January 09, 2012 6:44 PM

"represents a symbol of national unity."

Yes, indeed. That must explain why the minority Shi'a Muslim population in Bahrain had their neighborhoods sealed off by military from the rest of the world to prevent them from accessing public squares to peacefully protest or stage activism. And why opposition leaders were arrested and jailed without charge or trial. All peace love and mung beans in Bahrain.

David - Unregistered

January 09, 2012 11:17 PM

While I never normally agree with Max Mosley, he hit the nail on the head with this one.

Having a race in Turkey or China or some other place with human rights abuses may raise problems, but at least the race happens entirely separately of those abuses. They have loads of other international events, they are not organised directly by the same people carrying out the abuses.

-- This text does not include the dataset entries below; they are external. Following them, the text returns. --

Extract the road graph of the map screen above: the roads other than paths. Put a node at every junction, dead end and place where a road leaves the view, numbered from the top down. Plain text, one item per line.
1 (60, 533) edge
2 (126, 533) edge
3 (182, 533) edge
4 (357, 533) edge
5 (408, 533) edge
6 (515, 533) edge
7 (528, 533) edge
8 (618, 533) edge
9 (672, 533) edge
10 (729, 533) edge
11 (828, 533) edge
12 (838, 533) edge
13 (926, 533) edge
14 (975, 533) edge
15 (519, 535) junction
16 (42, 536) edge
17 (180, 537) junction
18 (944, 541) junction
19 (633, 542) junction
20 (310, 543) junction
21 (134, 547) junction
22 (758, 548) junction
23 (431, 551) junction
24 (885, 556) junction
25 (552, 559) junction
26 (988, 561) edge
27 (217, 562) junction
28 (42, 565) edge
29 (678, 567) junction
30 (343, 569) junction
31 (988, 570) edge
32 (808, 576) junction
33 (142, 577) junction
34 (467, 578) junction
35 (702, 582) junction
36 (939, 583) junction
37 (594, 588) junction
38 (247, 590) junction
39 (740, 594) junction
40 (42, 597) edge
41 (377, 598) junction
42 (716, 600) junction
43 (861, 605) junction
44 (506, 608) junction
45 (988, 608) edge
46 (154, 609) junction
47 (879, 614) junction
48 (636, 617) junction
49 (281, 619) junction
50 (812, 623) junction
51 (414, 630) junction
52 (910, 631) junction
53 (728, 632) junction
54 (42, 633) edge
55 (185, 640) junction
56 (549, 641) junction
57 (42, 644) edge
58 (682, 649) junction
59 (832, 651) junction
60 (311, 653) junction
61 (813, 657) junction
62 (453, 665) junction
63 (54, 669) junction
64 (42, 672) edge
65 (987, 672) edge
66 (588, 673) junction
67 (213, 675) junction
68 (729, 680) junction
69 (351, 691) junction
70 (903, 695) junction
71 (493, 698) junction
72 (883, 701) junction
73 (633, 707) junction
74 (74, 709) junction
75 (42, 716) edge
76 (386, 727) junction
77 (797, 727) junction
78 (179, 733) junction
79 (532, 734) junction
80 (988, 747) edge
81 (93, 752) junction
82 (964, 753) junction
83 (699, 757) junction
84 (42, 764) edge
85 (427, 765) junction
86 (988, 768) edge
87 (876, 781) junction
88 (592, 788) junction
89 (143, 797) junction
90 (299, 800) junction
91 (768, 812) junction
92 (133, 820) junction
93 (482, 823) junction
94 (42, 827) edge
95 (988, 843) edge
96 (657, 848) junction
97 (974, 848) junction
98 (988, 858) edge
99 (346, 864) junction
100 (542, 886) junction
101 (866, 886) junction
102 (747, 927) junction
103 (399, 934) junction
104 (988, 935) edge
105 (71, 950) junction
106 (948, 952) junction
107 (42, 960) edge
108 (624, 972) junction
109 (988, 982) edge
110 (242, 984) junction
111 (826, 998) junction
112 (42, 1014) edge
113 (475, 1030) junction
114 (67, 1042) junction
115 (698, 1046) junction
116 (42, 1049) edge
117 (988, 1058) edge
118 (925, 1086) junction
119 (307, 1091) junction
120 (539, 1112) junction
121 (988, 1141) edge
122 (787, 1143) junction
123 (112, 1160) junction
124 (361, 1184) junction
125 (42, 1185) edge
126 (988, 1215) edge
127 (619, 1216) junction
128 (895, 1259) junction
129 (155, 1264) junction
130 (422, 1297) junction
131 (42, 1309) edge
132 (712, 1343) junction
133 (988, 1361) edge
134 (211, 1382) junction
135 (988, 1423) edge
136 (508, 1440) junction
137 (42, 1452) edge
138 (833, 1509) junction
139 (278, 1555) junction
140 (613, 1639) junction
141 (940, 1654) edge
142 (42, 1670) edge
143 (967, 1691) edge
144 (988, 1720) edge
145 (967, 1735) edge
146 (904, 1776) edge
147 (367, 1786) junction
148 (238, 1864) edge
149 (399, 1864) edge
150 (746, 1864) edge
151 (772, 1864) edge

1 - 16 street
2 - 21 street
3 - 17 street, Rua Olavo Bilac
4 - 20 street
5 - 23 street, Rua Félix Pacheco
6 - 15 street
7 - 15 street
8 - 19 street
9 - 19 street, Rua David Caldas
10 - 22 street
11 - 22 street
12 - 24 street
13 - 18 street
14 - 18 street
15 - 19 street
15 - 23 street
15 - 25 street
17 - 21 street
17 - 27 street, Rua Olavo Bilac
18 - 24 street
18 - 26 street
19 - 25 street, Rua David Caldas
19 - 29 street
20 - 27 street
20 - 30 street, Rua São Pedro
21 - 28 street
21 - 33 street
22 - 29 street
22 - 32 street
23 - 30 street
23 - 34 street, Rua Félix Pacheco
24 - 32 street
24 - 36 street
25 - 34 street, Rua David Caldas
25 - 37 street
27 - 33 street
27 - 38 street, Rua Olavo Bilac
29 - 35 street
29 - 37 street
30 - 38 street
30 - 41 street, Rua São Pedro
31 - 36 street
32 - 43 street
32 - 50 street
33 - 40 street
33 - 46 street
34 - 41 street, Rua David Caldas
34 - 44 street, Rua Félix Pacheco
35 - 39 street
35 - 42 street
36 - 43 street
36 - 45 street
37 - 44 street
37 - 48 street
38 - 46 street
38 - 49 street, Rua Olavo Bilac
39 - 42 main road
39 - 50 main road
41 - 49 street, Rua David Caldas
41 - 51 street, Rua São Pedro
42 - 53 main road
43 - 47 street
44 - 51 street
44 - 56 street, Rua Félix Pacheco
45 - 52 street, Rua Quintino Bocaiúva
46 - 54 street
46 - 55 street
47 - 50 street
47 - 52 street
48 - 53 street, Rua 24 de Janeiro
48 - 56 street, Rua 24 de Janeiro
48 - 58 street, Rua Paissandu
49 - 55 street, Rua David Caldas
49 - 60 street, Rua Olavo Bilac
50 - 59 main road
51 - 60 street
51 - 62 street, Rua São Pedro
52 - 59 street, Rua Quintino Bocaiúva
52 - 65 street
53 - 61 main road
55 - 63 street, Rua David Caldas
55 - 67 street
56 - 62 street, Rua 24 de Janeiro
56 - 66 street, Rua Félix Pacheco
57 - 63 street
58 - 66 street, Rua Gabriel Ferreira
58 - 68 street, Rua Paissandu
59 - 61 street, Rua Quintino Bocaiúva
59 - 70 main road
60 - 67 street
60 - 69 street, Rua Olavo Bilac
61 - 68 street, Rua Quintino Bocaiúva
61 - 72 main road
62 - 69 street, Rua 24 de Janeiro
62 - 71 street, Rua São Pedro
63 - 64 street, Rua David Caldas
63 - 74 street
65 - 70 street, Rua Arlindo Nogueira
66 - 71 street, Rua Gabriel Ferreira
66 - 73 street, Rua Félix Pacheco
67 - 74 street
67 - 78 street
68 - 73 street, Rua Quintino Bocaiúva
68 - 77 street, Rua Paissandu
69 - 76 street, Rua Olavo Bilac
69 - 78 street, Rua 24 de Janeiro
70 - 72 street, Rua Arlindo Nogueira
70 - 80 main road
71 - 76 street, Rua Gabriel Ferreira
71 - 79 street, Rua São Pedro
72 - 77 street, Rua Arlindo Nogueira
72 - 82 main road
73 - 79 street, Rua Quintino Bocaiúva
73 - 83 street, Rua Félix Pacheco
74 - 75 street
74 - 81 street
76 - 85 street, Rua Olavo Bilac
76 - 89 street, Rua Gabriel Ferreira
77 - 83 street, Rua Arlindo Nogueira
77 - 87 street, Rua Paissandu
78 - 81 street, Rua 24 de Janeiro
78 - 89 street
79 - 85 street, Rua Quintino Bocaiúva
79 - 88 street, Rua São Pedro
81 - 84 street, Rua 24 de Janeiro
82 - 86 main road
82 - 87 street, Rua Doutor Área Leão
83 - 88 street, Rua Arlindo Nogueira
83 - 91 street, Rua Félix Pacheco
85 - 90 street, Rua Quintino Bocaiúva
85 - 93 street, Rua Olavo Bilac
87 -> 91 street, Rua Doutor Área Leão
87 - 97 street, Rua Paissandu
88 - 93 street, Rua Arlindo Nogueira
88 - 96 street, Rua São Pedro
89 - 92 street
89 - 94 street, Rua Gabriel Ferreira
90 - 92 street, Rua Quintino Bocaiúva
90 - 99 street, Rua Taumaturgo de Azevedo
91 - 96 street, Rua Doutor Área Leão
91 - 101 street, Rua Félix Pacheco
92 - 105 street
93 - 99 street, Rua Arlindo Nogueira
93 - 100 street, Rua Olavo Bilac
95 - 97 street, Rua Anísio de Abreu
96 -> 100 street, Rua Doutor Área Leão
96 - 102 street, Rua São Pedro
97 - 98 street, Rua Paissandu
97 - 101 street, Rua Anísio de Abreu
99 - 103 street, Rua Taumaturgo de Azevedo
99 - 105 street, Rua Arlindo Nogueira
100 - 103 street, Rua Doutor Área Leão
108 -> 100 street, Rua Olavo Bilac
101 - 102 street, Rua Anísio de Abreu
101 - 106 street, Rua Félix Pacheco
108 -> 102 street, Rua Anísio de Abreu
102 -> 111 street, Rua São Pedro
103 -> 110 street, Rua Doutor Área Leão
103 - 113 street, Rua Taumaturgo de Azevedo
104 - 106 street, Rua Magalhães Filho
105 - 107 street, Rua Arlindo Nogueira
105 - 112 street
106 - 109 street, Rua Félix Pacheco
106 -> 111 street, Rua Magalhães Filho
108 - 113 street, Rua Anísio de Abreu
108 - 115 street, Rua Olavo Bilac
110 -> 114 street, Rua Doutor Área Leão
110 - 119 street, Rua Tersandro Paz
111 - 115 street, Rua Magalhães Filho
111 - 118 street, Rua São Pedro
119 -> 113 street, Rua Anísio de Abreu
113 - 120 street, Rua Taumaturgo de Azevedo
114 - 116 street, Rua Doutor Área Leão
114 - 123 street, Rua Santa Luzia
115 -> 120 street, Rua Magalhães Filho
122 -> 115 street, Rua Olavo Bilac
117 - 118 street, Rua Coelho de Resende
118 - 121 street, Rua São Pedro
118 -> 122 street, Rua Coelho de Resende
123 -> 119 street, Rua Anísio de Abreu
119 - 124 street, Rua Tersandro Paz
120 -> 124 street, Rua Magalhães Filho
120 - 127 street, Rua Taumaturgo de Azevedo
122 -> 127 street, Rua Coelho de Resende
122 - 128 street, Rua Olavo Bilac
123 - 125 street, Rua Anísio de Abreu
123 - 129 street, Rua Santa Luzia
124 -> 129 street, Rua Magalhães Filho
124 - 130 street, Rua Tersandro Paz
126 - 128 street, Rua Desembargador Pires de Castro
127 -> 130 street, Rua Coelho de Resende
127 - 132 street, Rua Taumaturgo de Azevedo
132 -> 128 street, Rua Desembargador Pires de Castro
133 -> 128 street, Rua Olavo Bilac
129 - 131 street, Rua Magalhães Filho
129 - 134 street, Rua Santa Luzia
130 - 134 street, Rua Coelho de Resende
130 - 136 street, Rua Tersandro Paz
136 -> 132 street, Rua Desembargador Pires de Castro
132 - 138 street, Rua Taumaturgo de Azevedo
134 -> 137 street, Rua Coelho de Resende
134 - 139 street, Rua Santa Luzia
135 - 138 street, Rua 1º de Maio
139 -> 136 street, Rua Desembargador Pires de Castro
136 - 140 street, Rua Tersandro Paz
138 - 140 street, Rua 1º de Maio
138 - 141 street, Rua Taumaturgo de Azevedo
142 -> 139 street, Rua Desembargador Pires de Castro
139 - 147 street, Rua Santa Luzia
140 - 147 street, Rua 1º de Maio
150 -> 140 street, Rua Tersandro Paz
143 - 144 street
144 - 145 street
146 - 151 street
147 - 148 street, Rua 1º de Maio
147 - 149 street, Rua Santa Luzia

Whereas the F1 is Bahrain's only international event, and they tried to silence the protests precisely in order that it could take place. Moreover, the race is the ideal symbol of 'no problems here, everything's calm'. In no other country could it serve this propaganda function to the same extent. This means that the race is itself a political football instrumentalised by the regime, and as such, F1 shouldn't touch it.


January 10, 2012 12:46 AM
Last Edited 1573 days ago

i for one am disgusted with what is going on in Bahrain... i wont rant just go youtube it, and when you see all that messed up stuff, just remember that the united states and uk governments are the ones supplying the syrian and bahraini forces that are doing all the torturing and raping... if anything F1 should boycott Bahrain so attention is brought to it for the people instead of assuming that just because you hold the even it is going to be good for the people... they will just go back to getting abused the next day

google earth bahrain and you will see why the people are pissed, half the island is the royals resort the ad the people get to be crammed into a small part... the royals could hold the GP without anyone even showing up so what does that matter


January 10, 2012 4:15 AM

Quite simply, F1 should have nothing to do with Bahrain until this uncivilised, abusive and evil regime is overthrown. If the race goes ahead my silent protest will be to not watch it!

TGC - Unregistered

January 10, 2012 10:23 AM

Just a small point - though maybe not so very small but please be aware that the Bahrain Centre for Human Rights is an opposition political society in Bahrain. Also that very many Shia do not support the protests, a lot of which have been far from peaceful attacks carried by yobs egged on by "leaders" whose motives are not perhaps quite as portrayed. The regime has plenty of faults and is, belatedly, trying to improve matters. It is one of the most liberal in the region and certainly more so than a few other F1 host nations elsewhere, both now and in the past.

FMB - Unregistered

January 16, 2012 10:22 PM

Hi, I live in Bahrain. The protesters are at fault now because they are using violence and terrorism and attacking police. Its a turn around and the Bahrain govnt and policeforce are much more lenient and basically only use tear gas to clear protesters from blocking the streets and to restore law and order. Remember the media was used as a propaganda campaign by the opposition and a lot of the news was fabrications. Remember that AP has anti-government journalists who blow things out of proportion and Bahrain Human Rights office is an anti-government opposition society.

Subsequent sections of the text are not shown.